FIMMPROP

A Lensed Optical Fiber (Fiber to Chip Coupler)

Simulations with FIMMPROP software

FIMMPROP was used to model a fiber-to-chip coupler based on a lensed fiber design. In this model a standard single mode fibre is tapered and lensed to focus light into a InGaAsP/InP ridge waveguide chip, whose position is adjusted for optimal transmission.

Focusing and coupling to planar waveguide after a lensed fiber in FIMMPROP

This example illustrates the following capabilities for FIMMPROP:

• The calculation is extremely fast: a 3D fully vectorial solution is obtained in half a minute on a 4-core computer!

• FIMMPROP's rigorous full-vector 3D model is able to simulate diffraction effects as waveguide dimensions are tapered to very small dimensions. FIMMPROP can model both the small scale (lensed fiber thin film layers in the planar waveguides) and the large scale (input fiber).

• FIMMPROP can design optical tapers and lensed waveguides and simulate them using its adaptive taper algorithm.

• FIMMPROP can take advantage of FIMMWAVE's cylindrical solvers to model fully vectorial propagation in optical fibers extremely quickly. The variety of mode solvers associated with FIMMPROP allows it to efficiently calculate the coupling from fiber modes to planar waveguide modes, as FIMMPROP can combine cylindrical and Cartesian coordinate systems.

• FIMMPROP's Free Space Joint allows you to combine EigenMode Expansion (EME) in the waveguide sections with analytical Plane-Wave Expansion (PWE) in the free space region, allowing you to take advantage of the speed of PWE in regions where this method is suitable. 

Description of the structure

The specifications of the fibre are given in the table below; it is a typical single-mode fibre with an operating wavelength of 1.545um. 

This fibre is pulled linearly over a length of 100um, where the cladding diameter reaches 10um and the core diameter is 1.33um; the fibre is then rounded off to create a hemispherical lens. This lens is used to focus the light over a small air gap (5-10um) into the InGaAsP/InP waveguide.

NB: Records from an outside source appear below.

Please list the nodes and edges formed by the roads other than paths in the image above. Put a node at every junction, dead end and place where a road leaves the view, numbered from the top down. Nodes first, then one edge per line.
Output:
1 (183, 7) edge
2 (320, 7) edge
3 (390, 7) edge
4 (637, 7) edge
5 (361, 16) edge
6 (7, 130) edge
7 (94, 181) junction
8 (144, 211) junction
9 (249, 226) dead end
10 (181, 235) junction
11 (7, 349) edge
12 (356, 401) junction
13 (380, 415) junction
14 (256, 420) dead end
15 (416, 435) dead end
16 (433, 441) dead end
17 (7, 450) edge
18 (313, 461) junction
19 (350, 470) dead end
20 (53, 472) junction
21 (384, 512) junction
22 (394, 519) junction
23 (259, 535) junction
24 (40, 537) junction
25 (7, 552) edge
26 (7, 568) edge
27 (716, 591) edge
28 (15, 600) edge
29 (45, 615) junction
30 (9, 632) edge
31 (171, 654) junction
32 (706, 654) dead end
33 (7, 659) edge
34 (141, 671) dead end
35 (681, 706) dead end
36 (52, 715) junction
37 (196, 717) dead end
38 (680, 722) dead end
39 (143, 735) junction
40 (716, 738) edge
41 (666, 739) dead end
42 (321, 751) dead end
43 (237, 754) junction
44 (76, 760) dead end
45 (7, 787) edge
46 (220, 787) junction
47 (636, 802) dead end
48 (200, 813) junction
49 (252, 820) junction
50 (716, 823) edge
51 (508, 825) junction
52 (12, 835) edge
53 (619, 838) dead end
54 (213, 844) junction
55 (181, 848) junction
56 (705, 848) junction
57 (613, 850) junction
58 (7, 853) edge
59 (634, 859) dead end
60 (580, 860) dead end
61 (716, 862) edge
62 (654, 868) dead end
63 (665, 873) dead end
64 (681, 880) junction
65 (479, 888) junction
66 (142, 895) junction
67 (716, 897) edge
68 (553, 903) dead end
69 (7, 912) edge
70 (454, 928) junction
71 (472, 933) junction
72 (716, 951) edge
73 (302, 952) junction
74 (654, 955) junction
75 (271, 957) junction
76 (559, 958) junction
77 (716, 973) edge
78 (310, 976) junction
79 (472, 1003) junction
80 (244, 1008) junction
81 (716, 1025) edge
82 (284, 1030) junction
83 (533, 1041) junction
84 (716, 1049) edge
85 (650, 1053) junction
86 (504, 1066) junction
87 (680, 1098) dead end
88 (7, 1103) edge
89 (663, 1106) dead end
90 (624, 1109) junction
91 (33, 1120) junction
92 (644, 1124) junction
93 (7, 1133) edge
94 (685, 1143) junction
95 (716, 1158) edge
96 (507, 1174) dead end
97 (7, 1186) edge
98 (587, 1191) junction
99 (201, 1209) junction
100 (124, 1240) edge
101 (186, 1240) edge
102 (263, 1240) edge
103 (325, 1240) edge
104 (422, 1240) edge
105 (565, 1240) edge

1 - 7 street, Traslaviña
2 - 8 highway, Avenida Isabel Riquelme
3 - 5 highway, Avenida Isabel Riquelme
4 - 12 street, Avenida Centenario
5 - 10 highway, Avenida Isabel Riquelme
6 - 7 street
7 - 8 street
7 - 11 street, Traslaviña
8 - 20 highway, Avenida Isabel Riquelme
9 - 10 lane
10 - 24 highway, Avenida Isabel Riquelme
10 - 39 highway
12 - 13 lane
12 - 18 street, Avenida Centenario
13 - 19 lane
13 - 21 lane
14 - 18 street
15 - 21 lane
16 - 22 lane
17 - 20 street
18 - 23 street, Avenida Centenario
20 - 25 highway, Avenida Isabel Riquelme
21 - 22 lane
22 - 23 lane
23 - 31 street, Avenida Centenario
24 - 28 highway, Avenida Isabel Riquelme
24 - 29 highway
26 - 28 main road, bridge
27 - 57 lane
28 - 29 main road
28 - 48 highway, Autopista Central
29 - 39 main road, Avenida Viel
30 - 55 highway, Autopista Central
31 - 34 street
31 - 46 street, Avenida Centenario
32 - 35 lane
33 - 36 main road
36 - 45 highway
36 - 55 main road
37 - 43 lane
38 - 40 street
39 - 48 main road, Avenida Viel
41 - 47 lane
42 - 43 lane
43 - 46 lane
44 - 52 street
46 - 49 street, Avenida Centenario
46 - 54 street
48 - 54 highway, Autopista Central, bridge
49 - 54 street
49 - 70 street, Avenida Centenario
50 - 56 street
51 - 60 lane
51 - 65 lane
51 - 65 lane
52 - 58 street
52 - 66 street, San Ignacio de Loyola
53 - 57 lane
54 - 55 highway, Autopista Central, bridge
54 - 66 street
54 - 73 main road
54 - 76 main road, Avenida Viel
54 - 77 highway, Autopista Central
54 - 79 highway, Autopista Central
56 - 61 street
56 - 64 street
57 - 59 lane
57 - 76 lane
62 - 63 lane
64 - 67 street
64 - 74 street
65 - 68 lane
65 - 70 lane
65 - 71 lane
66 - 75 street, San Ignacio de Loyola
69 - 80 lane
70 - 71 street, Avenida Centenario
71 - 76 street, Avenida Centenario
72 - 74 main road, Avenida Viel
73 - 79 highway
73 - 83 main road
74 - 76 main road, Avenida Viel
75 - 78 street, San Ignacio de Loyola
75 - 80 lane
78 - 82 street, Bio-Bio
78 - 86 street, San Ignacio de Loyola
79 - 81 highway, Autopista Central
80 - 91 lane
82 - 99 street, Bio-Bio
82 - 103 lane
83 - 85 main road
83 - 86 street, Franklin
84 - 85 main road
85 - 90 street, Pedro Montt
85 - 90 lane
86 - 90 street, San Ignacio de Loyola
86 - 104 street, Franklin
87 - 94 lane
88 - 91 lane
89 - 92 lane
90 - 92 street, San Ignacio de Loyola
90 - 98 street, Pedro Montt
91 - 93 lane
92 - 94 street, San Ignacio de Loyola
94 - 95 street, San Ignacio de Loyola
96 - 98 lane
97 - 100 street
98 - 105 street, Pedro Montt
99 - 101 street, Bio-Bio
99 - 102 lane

The full structure is shown below. We combined FIMMPROP's fiber editor with the taper and lensed section design tools. Note how FIMMPROP is able to handle the variation in size along the structure. We used the semi-analytical and fully vectorial GFS Solver to solve the modes in the fiber sections, and the Cartesian FDM Solver in the planar waveguide section.

Full design shown in FIMMPROP. The fiber cross-section is shown at the left-hand side
and the planar waveguide cross-section in the insert.

The propagation in the air gap between the tip of the lensed fiber and the chip is simulated using FIMMPROP's Free Space Joint, which propagates an analytical plane-wave expansion of the near field. The Free Space Joint's bidirectional algorithm can also model thin film filter and AR coatings; in this case you could also study the effect of introducing an AR coating on the chip facet.

Simulation results

For this structure, FIMMPROP was able to calculate the scattering matrix and plot the intensity profile in ~half a minute on a 4-core i7-2600 PC. The intensity profile and the scattering matrix are shown below. At the end of the taper you can see the excitation of the high order modes of the fiber.

Intensity profile and scattering matrix

FIMMPROP was used to scan the evolution of transmission with distance between the tip of the lensed fiber and the chip facet, in order to optimise the focusing. The results are shown below - we find an optimal coupling of 34.0% for a gap of 7.0um. The oscillations correspond to constructive and destructive interference in the cavity formed by the two "facets".

Transmission (fraction of input power) versus gap length (in microns)

The vertical alignment was optimised in a similar way.

Similar simulations

Note that FIMMPROP can also model other types of fiber to chip couplers, including surface-emitting gratings, and various mode size converters (or spot size converters) such as grating-assisted mode size converters and inverted tapers.